Stored items:
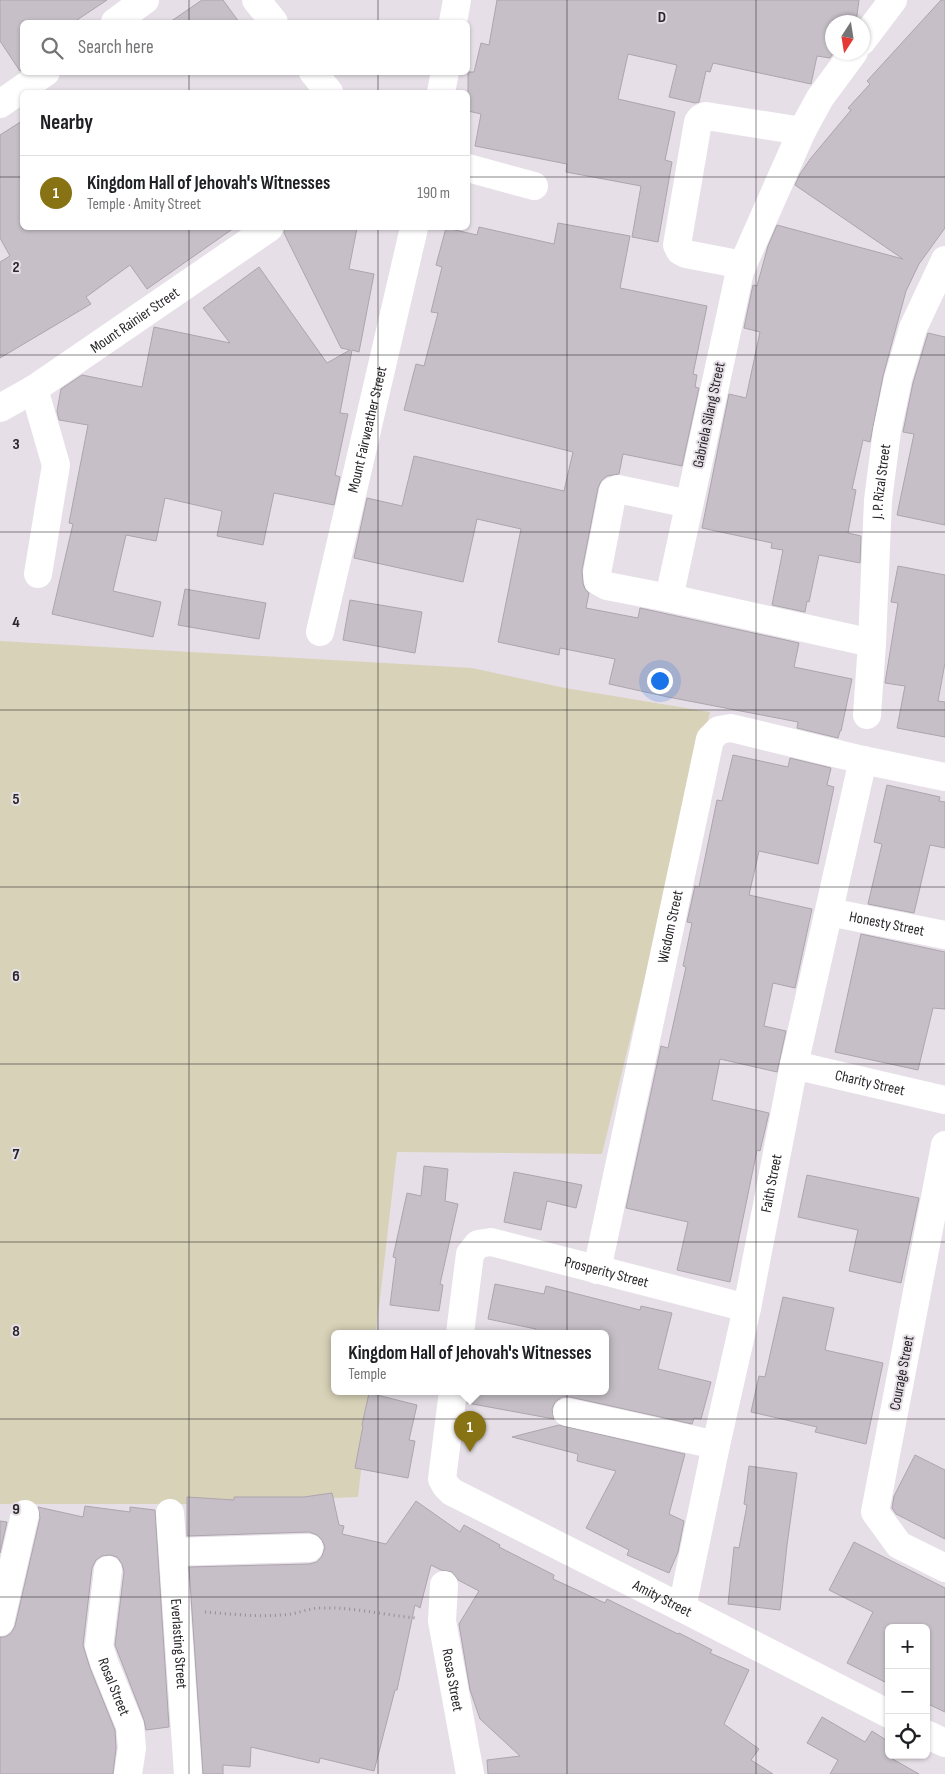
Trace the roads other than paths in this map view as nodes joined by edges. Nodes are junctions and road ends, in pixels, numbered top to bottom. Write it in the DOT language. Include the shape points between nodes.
graph roads {
  1 [pos="146,0"];
  2 [pos="256,0"];
  3 [pos="457,0"];
  4 [pos="894,0"];
  5 [pos="118,20"];
  6 [pos="272,20"];
  7 [pos="454,20"];
  8 [pos="870,31"];
  9 [pos="848,60"];
  10 [pos="42,75"];
  11 [pos="315,75"];
  12 [pos="444,75"];
  13 [pos="20,90"];
  14 [pos="20,90"];
  15 [pos="327,90"];
  16 [pos="441,90"];
  17 [pos="0,104"];
  18 [pos="802,131"];
  19 [pos="470,169"];
  20 [pos="534,186"];
  21 [pos="266,230"];
  22 [pos="414,230"];
  23 [pos="945,260"];
  24 [pos="743,265"];
  25 [pos="34,390"];
  26 [pos="0,408"];
  27 [pos="689,504"];
  28 [pos="38,574"];
  29 [pos="669,598"];
  30 [pos="320,632"];
  31 [pos="872,643"];
  32 [pos="867,715"];
  33 [pos="863,760"];
  34 [pos="945,777"];
  35 [pos="829,912"];
  36 [pos="945,936"];
  37 [pos="794,1065"];
  38 [pos="945,1100"];
  39 [pos="945,1145"];
  40 [pos="597,1270"];
  41 [pos="747,1308"];
  42 [pos="460,1330"];
  43 [pos="452,1395"];
  44 [pos="567,1412"];
  45 [pos="716,1445"];
  46 [pos="170,1513"];
  47 [pos="26,1514"];
  48 [pos="309,1548"];
  49 [pos="173,1552"];
  50 [pos="945,1568"];
  51 [pos="108,1570"];
  52 [pos="444,1585"];
  53 [pos="682,1608"];
  54 [pos="0,1622"];
  55 [pos="885,1712"];
  56 [pos="930,1736"];
  57 [pos="945,1743"];
  58 [pos="128,1774"];
  59 [pos="188,1774"];
  60 [pos="470,1774"];
  1 -- 5 [label="street"];
  2 -- 6 [label="street"];
  3 -- 7 [label="street"];
  4 -- 8 [label="street"];
  9 -- 18 [label="street, Gabriela Silang Street" via="820,98"];
  10 -- 13 [label="street"];
  11 -- 15 [label="street"];
  12 -- 16 [label="street"];
  14 -- 17 [label="street"];
  18 -- 24 [label="street, Gabriela Silang Street"];
  18 -- 24 [label="street" via="706,116 698,122 677,245 686,254"];
  19 -- 20 [label="street"];
  21 -- 25 [label="street, Mount Rainier Street"];
  22 -- 30 [label="street, Mount Fairweather Street"];
  23 -- 31 [label="street, J. P. Rizal Street" via="913,328 887,431 878,500"];
  24 -- 27 [label="street, Gabriela Silang Street"];
  25 -- 26 [label="street, Mount Rainier Street"];
  25 -- 28 [label="street" via="56,465"];
  27 -- 29 [label="street, Gabriela Silang Street"];
  27 -- 29 [label="street" via="618,489 613,491 598,581 607,586"];
  29 -- 31 [label="street"];
  31 -- 32 [label="street, J. P. Rizal Street"];
  33 -- 34 [label="street, Wisdom Street"];
  33 -- 35 [label="street, Faith Street"];
  33 -- 40 [label="street, Wisdom Street" via="731,728 719,730 710,739"];
  35 -- 36 [label="street, Honesty Street"];
  35 -- 37 [label="street, Faith Street"];
  37 -- 38 [label="street, Charity Street"];
  37 -- 41 [label="street, Faith Street"];
  39 -- 50 [label="street, Courage Street" via="875,1512 899,1545"];
  40 -- 41 [label="street, Prosperity Street"];
  40 -- 42 [label="street, Prosperity Street" via="491,1242 478,1244 470,1254"];
  41 -- 45 [label="street, Faith Street"];
  43 -- 53 [label="street, Amity Street" via="442,1479 452,1492"];
  44 -- 45 [label="street"];
  45 -- 53 [label="street, Faith Street"];
  46 -- 49 [label="street, Everlasting Street"];
  47 -- 54 [label="street"];
  48 -- 49 [label="street"];
  49 -- 59 [label="street, Everlasting Street"];
  51 -- 58 [label="street, Rosal Street" via="99,1646 130,1726 132,1748"];
  52 -- 60 [label="street, Rosas Street" via="442,1621"];
  53 -- 55 [label="street, Amity Street"];
  56 -- 57 [label="street"];
}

■ **Exercise directions**:
Your reply must be one number, namely the count of lines above that hold the string "Wisdom".

■ **Your solution**:
2